W3C home > Mailing lists > Public > public-html-a11y@w3.org > February 2010

Re: [media] Moving forward with captions / subtitles

From: Philip Jägenstedt <philipj@opera.com>
Date: Sun, 14 Feb 2010 22:44:45 +0800
To: "Silvia Pfeiffer" <silviapfeiffer1@gmail.com>
Cc: "Eric Carlson" <eric.carlson@apple.com>, "HTML Accessibility Task Force" <public-html-a11y@w3.org>
Message-ID: <op.u74gkvtaatwj1d@philip-pc>
On Sun, 14 Feb 2010 19:57:56 +0800, Silvia Pfeiffer  
<silviapfeiffer1@gmail.com> wrote:

> On Sun, Feb 14, 2010 at 10:23 PM, Philip Jägenstedt <philipj@opera.com>  
> wrote:
>> On Sun, 14 Feb 2010 17:22:23 +0800, Silvia Pfeiffer
>> <silviapfeiffer1@gmail.com> wrote:
>>> On Sun, Feb 14, 2010 at 6:45 PM, Philip Jägenstedt <philipj@opera.com>
>>> wrote:
>>> I wouldn't think the format is the issue here - @type is just a
>>> description of what format to expect, not as a selection mechanism.
>>> Just like in an img element there is also support for several file
>>> formats, but there is no means to mark up selections between different
>>> ones. Even if we support more than one format, that shouldn't become a
>>> selection criterium.
>> If type has no influence over what track is selected I suggest we not  
>> have
>> the attribute at all.
> It's already an attribute of the <source> element and necessary there,
> so that's not possible. However, what is more important is that it is
> an indication for how to parse the referenced resource. In particular
> with srt we can include the charset that way without having to add an
> additional attribute. It's a necessary decoding hint.

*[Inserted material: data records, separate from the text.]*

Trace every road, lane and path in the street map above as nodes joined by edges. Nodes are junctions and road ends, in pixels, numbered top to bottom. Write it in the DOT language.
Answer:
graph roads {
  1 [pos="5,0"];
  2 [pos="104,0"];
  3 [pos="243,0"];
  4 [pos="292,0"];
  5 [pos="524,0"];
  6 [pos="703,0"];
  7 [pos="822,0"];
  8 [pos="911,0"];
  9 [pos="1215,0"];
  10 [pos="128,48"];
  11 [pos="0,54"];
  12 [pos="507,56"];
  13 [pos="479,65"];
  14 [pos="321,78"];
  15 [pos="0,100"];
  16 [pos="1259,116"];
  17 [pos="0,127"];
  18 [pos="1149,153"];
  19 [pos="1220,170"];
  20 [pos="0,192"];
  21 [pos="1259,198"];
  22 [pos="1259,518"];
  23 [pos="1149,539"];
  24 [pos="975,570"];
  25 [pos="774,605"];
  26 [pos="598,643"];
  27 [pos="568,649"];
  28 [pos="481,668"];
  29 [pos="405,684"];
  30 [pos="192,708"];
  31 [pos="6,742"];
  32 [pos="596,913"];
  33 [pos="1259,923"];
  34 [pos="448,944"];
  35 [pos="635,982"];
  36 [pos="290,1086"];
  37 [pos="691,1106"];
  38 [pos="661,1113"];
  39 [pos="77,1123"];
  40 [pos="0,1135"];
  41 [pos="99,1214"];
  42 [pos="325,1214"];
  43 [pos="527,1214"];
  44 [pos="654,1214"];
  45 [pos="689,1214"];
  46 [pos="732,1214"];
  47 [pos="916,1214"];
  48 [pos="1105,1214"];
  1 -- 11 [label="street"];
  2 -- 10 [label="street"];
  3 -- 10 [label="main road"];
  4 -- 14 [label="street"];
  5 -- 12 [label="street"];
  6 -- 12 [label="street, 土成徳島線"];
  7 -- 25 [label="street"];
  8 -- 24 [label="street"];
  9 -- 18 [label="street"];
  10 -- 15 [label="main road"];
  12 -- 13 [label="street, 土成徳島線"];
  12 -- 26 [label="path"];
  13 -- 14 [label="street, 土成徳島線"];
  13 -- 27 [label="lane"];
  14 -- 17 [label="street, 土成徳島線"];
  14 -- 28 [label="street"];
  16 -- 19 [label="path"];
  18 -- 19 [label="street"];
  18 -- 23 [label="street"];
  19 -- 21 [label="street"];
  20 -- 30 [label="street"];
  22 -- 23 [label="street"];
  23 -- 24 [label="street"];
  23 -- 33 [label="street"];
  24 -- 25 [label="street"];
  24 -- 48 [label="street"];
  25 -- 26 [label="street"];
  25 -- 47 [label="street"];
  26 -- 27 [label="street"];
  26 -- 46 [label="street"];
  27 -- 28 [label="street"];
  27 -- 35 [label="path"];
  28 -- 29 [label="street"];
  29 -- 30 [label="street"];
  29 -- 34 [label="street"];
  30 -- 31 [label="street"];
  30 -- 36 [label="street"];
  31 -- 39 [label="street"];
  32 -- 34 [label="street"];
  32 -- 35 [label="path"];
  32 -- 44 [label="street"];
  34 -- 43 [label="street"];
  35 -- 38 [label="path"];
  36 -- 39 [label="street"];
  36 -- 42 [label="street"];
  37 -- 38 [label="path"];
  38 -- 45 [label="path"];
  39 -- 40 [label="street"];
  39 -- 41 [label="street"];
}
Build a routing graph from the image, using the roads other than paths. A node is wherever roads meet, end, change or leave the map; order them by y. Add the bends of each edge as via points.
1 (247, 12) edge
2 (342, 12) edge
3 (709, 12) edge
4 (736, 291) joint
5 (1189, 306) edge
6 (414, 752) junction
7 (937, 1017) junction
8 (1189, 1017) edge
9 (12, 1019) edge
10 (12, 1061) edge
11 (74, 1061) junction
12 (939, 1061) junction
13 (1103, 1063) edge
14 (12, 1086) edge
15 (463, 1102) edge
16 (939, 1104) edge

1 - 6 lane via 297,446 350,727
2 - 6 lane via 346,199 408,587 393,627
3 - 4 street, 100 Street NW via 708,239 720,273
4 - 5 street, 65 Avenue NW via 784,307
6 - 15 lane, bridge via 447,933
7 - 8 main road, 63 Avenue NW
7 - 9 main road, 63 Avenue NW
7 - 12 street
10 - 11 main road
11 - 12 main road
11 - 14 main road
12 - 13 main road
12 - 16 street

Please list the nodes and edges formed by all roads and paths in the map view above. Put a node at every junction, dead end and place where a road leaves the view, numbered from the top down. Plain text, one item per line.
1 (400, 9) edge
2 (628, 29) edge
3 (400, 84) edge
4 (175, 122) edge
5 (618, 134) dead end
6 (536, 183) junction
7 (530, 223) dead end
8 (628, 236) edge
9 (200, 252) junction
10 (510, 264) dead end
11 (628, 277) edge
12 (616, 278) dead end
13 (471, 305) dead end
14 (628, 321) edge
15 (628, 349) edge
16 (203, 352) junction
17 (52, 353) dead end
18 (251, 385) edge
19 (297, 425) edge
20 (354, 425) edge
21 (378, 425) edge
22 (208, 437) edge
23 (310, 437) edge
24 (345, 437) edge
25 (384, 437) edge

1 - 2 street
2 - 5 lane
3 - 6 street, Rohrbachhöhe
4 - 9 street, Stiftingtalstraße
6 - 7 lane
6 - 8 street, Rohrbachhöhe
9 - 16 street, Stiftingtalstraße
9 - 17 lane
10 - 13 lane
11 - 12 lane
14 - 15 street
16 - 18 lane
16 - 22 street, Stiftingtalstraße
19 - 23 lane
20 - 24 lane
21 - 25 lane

type="" for <source> in <audio>/<video> is only used in the resource  
selection algorithm, it has no influence once the resource fetch algorithm  
starts and for decoding. The server-sent Content-Type is authoritative and  
I think it should be for text too. If type is *only* used for charset then  
let's use the charset attribute instead. In any case this isn't the most  
important point right now, so let's move on...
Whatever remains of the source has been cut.